The hat, hair and shoulders are great but elsewhere things get confused. The lighting/shadow on the arm and hand is harsh and ugly and the hip is a distraction. Light is catching the tip of the model's nose, whereas if it was catching her lips it would say something.

The chair is fabulous, it looks like a laced corset. It could dominate a composition very effectively. I hope you have more to show us!
Moira
BlindMonkey 14 158 United Kingdom
16 Dec 2018 9:51PM
Thank you guys. This was my first attempt at this style of photography. Thought I would try something different for the last 20 minutes of the session with the model. Next time I will do a bit of research into it before hand
dudler Plus
15 877 1496 England
16 Dec 2018 9:53PM
I think the black thing is a laced corset, Moira!

Bottom left corner, though, looks more conventional...
Robert51 10 7 90 United Kingdom
17 Dec 2018 7:58AM
I think John has it spot on and his mod is great as it lights the face which is the main point of interest.

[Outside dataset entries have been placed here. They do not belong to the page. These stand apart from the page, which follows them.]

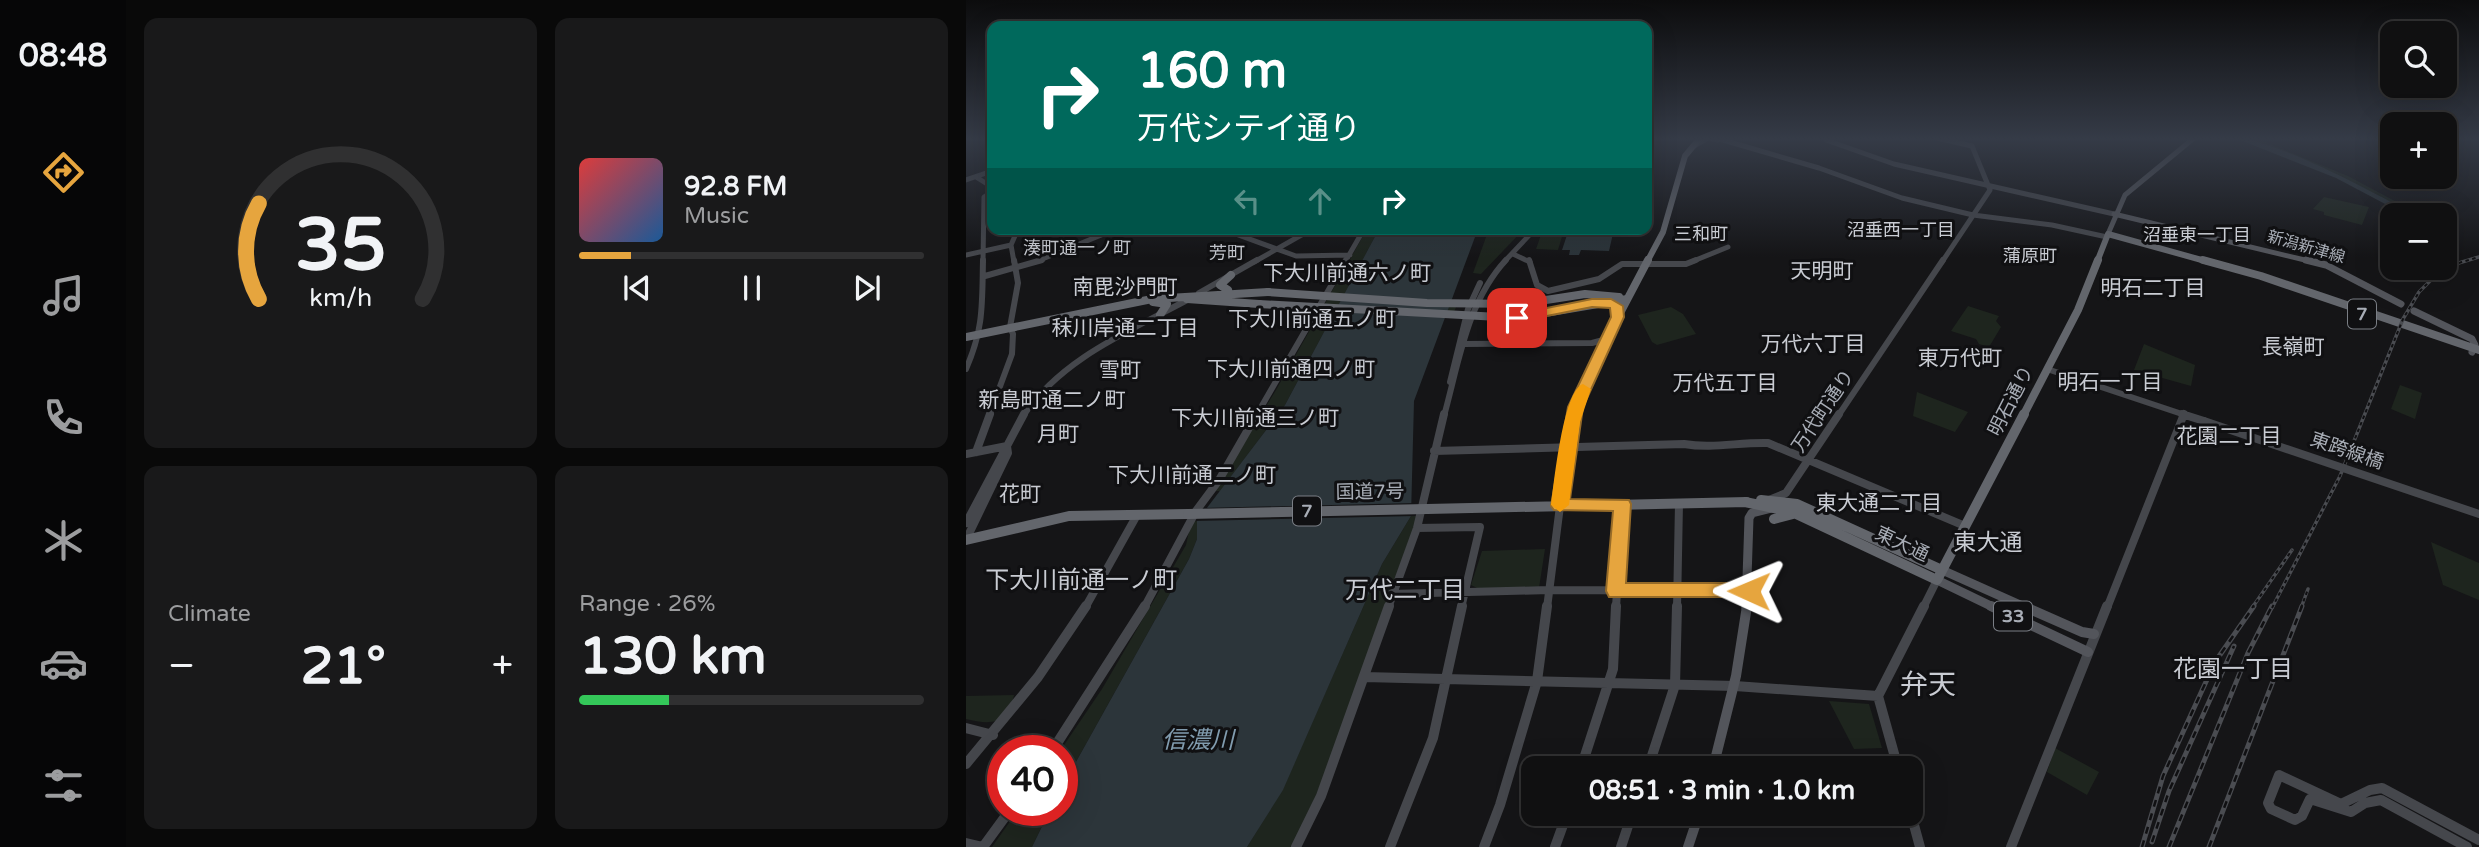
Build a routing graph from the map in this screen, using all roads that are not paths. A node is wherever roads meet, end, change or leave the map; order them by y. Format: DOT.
graph roads {
  1 [pos="976,177"];
  2 [pos="1679,178"];
  3 [pos="1845,178"];
  4 [pos="1855,178"];
  5 [pos="1952,178"];
  6 [pos="1984,178"];
  7 [pos="2146,178"];
  8 [pos="987,185"];
  9 [pos="1989,186"];
  10 [pos="987,194"];
  11 [pos="1974,213"];
  12 [pos="2114,214"];
  13 [pos="1015,235"];
  14 [pos="1102,235"];
  15 [pos="1237,235"];
  16 [pos="1301,235"];
  17 [pos="1361,235"];
  18 [pos="1525,235"];
  19 [pos="1529,235"];
  20 [pos="2107,235"];
  21 [pos="1011,244"];
  22 [pos="1728,247"];
  23 [pos="1275,250"];
  24 [pos="984,251"];
  25 [pos="1511,254"];
  26 [pos="966,255"];
  27 [pos="1350,255"];
  28 [pos="1646,263"];
  29 [pos="1016,268"];
  30 [pos="1231,275"];
  31 [pos="985,276"];
  32 [pos="1637,281"];
  33 [pos="1252,292"];
  34 [pos="1199,293"];
  35 [pos="1593,294"];
  36 [pos="1189,299"];
  37 [pos="1627,299"];
  38 [pos="1147,302"];
  39 [pos="1592,303"];
  40 [pos="2401,304"];
  41 [pos="2414,311"];
  42 [pos="1160,315"];
  43 [pos="1618,317"];
  44 [pos="1010,328"];
  45 [pos="980,336"];
  46 [pos="966,338"];
  47 [pos="1607,340"];
  48 [pos="1464,342"];
  49 [pos="2476,348"];
  50 [pos="966,369"];
  51 [pos="2048,369"];
  52 [pos="2184,414"];
  53 [pos="1007,446"];
  54 [pos="1568,447"];
  55 [pos="1434,451"];
  56 [pos="976,452"];
  57 [pos="966,454"];
  58 [pos="1809,459"];
  59 [pos="1777,500"];
  60 [pos="1745,502"];
  61 [pos="1679,503"];
  62 [pos="1622,504"];
  63 [pos="1560,506"];
  64 [pos="1759,507"];
  65 [pos="1798,509"];
  66 [pos="2479,514"];
  67 [pos="1136,515"];
  68 [pos="1774,519"];
  69 [pos="966,523"];
  70 [pos="1965,526"];
  71 [pos="1417,528"];
  72 [pos="966,541"];
  73 [pos="1940,575"];
  74 [pos="1549,590"];
  75 [pos="1679,590"];
  76 [pos="1616,591"];
  77 [pos="1749,591"];
  78 [pos="1391,594"];
  79 [pos="1465,594"];
  80 [pos="2094,634"];
  81 [pos="2088,652"];
  82 [pos="1364,677"];
  83 [pos="1445,679"];
  84 [pos="1536,681"];
  85 [pos="1609,683"];
  86 [pos="1675,685"];
  87 [pos="1735,686"];
  88 [pos="1878,696"];
  89 [pos="966,728"];
  90 [pos="993,735"];
  91 [pos="1063,735"];
  92 [pos="987,741"];
  93 [pos="1585,756"];
  94 [pos="1651,756"];
  95 [pos="1716,756"];
  96 [pos="1895,756"];
  97 [pos="966,764"];
  98 [pos="998,826"];
  99 [pos="1563,826"];
  100 [pos="1628,826"];
  101 [pos="1695,826"];
  102 [pos="1914,826"];
  103 [pos="2479,840"];
  104 [pos="966,843"];
  105 [pos="983,847"];
  106 [pos="1296,847"];
  107 [pos="1390,847"];
  108 [pos="1484,847"];
  109 [pos="1555,847"];
  110 [pos="1621,847"];
  111 [pos="1688,847"];
  112 [pos="1920,847"];
  113 [pos="2011,847"];
  114 [pos="2467,847"];
  1 -- 8 [label="street"];
  2 -- 28 [label="highway"];
  3 -- 11 [label="street"];
  4 -- 11 [label="street"];
  5 -- 9 [label="street"];
  6 -- 9 [label="street"];
  7 -- 12 [label="main road"];
  9 -- 11 [label="street, 万代町通り"];
  9 -- 12 [label="street"];
  10 -- 24 [label="street"];
  11 -- 20 [label="street"];
  11 -- 58 [label="street, 万代町通り"];
  12 -- 20 [label="main road"];
  12 -- 40 [label="main road, 新潟新津線"];
  13 -- 21 [label="street"];
  14 -- 29 [label="street"];
  15 -- 23 [label="street"];
  16 -- 23 [label="street"];
  17 -- 27 [label="street"];
  18 -- 25 [label="street"];
  19 -- 25 [label="street"];
  20 -- 49 [label="highway, 7"];
  20 -- 51 [label="highway, 明石通り"];
  21 -- 24 [label="street"];
  21 -- 29 [label="street"];
  22 -- 28 [label="street"];
  23 -- 27 [label="street"];
  23 -- 30 [label="street"];
  24 -- 26 [label="street"];
  24 -- 31 [label="street"];
  25 -- 28 [label="street"];
  25 -- 48 [label="street"];
  27 -- 91 [label="street"];
  28 -- 32 [label="highway"];
  29 -- 31 [label="street"];
  29 -- 44 [label="street"];
  30 -- 33 [label="highway"];
  30 -- 34 [label="street"];
  31 -- 45 [label="street"];
  32 -- 35 [label="highway"];
  32 -- 37 [label="highway"];
  33 -- 34 [label="highway"];
  33 -- 35 [label="highway, bridge"];
  34 -- 36 [label="highway"];
  34 -- 44 [label="highway"];
  35 -- 37 [label="highway"];
  36 -- 38 [label="highway"];
  36 -- 39 [label="highway, bridge"];
  36 -- 42 [label="street"];
  37 -- 39 [label="highway"];
  37 -- 43 [label="highway"];
  38 -- 42 [label="highway"];
  38 -- 44 [label="highway"];
  39 -- 43 [label="highway"];
  41 -- 49 [label="main road"];
  42 -- 53 [label="street"];
  43 -- 47 [label="highway"];
  44 -- 45 [label="highway"];
  44 -- 56 [label="street"];
  45 -- 46 [label="highway"];
  45 -- 50 [label="street"];
  47 -- 48 [label="street"];
  47 -- 54 [label="highway"];
  48 -- 55 [label="street"];
  51 -- 52 [label="street, 東跨線橋"];
  51 -- 70 [label="highway, 明石通り"];
  52 -- 66 [label="street, 東跨線橋, bridge"];
  52 -- 80 [label="street"];
  53 -- 56 [label="street"];
  53 -- 69 [label="street"];
  53 -- 72 [label="street"];
  54 -- 55 [label="street"];
  54 -- 58 [label="street"];
  54 -- 63 [label="highway"];
  55 -- 71 [label="street"];
  56 -- 57 [label="street"];
  58 -- 59 [label="street, 万代町通り"];
  58 -- 70 [label="street"];
  59 -- 60 [label="highway, 7"];
  59 -- 64 [label="highway, 7"];
  59 -- 65 [label="highway, 東大通 / 7"];
  59 -- 65 [label="street"];
  60 -- 61 [label="highway, 7"];
  60 -- 64 [label="highway, 7"];
  61 -- 62 [label="highway, 7"];
  61 -- 75 [label="street"];
  62 -- 63 [label="highway, 7"];
  62 -- 76 [label="street"];
  63 -- 67 [label="highway, 国道7号 / 7, bridge"];
  63 -- 74 [label="street"];
  64 -- 68 [label="main road"];
  64 -- 77 [label="main road"];
  65 -- 68 [label="highway"];
  65 -- 73 [label="highway, 東大通 / 7"];
  67 -- 72 [label="highway, 7"];
  67 -- 90 [label="street"];
  70 -- 73 [label="highway, 明石通り"];
  71 -- 78 [label="street"];
  71 -- 79 [label="street"];
  73 -- 80 [label="main road, 東大通 / 33"];
  73 -- 81 [label="main road, 東大通 / 33"];
  73 -- 88 [label="street"];
  74 -- 76 [label="street"];
  74 -- 79 [label="street"];
  74 -- 84 [label="street"];
  75 -- 76 [label="street"];
  75 -- 77 [label="street"];
  75 -- 86 [label="street"];
  76 -- 85 [label="street"];
  77 -- 87 [label="main road"];
  78 -- 79 [label="street"];
  78 -- 82 [label="street"];
  79 -- 83 [label="street"];
  80 -- 81 [label="street"];
  81 -- 113 [label="street"];
  82 -- 83 [label="street"];
  82 -- 106 [label="street"];
  83 -- 84 [label="street"];
  83 -- 107 [label="street"];
  84 -- 85 [label="street"];
  84 -- 108 [label="street"];
  85 -- 86 [label="street"];
  85 -- 93 [label="street"];
  86 -- 87 [label="street"];
  86 -- 94 [label="street"];
  87 -- 88 [label="street"];
  87 -- 95 [label="main road"];
  88 -- 96 [label="street"];
  89 -- 90 [label="street"];
  92 -- 97 [label="street"];
  98 -- 105 [label="street"];
  99 -- 109 [label="street"];
  100 -- 110 [label="street"];
  101 -- 111 [label="main road"];
  102 -- 112 [label="street"];
  103 -- 114 [label="street"];
  104 -- 105 [label="street"];
}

For me noir is contrast (sharp) but I like the more muted look. This can be done with this image by opening a curves layer and pulling the bottom black point up and the top white point down to require levels, staying at the edge. Now click on the curve's layer mask and then click apply image under the image drop down on the main menu bar. This is very quick and also gives a image like John's.

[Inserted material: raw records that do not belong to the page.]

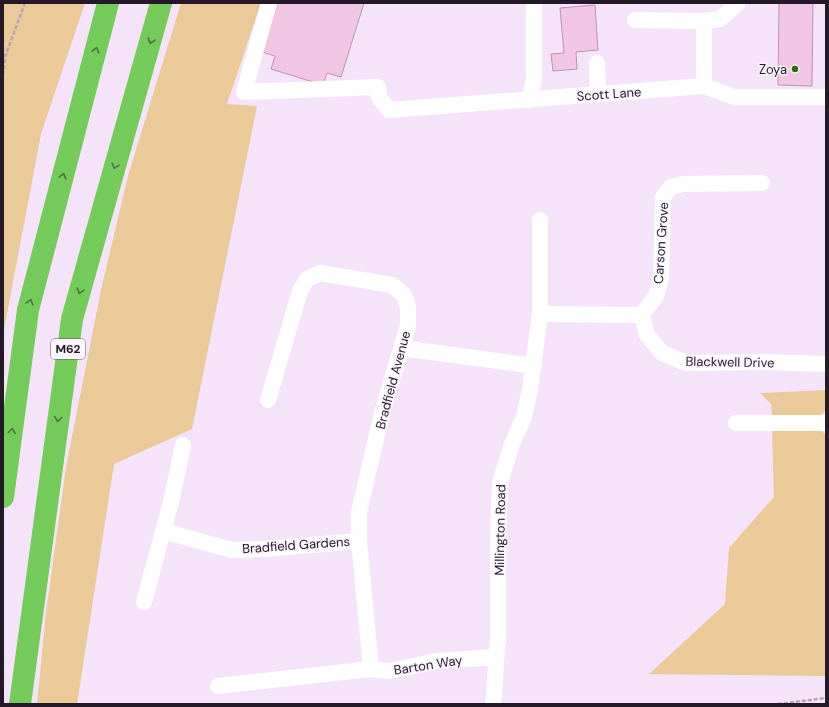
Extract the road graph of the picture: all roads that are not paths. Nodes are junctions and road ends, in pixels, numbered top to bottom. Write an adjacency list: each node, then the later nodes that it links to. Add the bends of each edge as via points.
1 (108, 3): 24 (highway, one-way to 1, via 28,310)
2 (161, 3): 31 (highway, M62, one-way to 31, via 72,319)
3 (269, 3): 12 (street, Scott Lane, via 244,92 378,87 379,97 389,110)
4 (534, 3): 12 (street, via 534,78)
5 (738, 3): 7 (street, via 720,19)
6 (635, 20): 7 (street)
7 (704, 21): 9 (street)
8 (597, 63): 10 (street)
9 (704, 86): 10 (street, Scott Lane); 11 (street, Scott Lane, via 734,97)
10 (598, 95): 12 (street, Scott Lane)
11 (826, 97)
12 (530, 100)
13 (762, 182): 16 (street, Carson Grove, via 683,184 671,187 664,197 661,278 656,296)
14 (540, 220): 15 (street, Millington Road)
15 (540, 314): 16 (street); 19 (street, Millington Road)
16 (642, 315): 18 (street, Blackwell Drive, via 647,336 662,353 686,363)
17 (402, 348): 19 (street); 20 (street, Bradfield Avenue, via 408,324 408,307 404,295 392,285 320,273 307,279 300,291); 26 (street, Bradfield Avenue, via 382,414 359,512)
18 (826, 364)
19 (534, 366): 28 (street, Millington Road, via 524,417 500,482)
20 (268, 400)
21 (736, 423): 22 (street)
22 (826, 423)
23 (183, 445): 25 (street)
24 (3, 497)
25 (163, 531): 26 (street, Bradfield Gardens, via 232,550); 27 (street)
26 (359, 541): 29 (street, Bradfield Avenue)
27 (144, 602)
28 (496, 657): 29 (street, Barton Way, via 437,661 390,671); 32 (street, Millington Road)
29 (371, 669): 30 (street, Barton Way)
30 (218, 686)
31 (20, 704)
32 (493, 704)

This is a good image that just needs those final touches...
paulbroad Plus
11 127 1282 United Kingdom
17 Dec 2018 8:23AM
With John entirely. A bit too noir for me with highlights in the wrong places. Interesting that the hand is sharp but the head slightly less so. I assume, in these circumstances, you used manual focus?

Paul
banehawi Plus
15 2.1k 4012 Canada
17 Dec 2018 12:52PM
Tried a mod
dark_lord Plus
15 2.3k 579 England
17 Dec 2018 9:25PM
While dark shadows are part of film noir and low key in general (there is overlap between these styles), this does benefit from the lightening of her face so we can see t least something of the eyes - the eyes are an important part of any portrait.
Some shots can work without the eyes just as some shots work with compltely dark shadows. For example, here the model is dominant in the frame so the eyes are more important. If she were a smaller element in a larger scene, the shadow treatment could be different. Those are not hard and fast rules, just my thoughts on the process I would have producing this type of image.
paulbroad Plus
11 127 1282 United Kingdom
18 Dec 2018 3:03PM
Once any technical issues are discussed, content and, to a degree, composition are always subjective and depend on te viewers preferences. Some like some things, others different tings and that is what makes the world go round.

For me, as I so often say, for the vast majority of images, quality comes before content and that particularly means exposure and sharpness.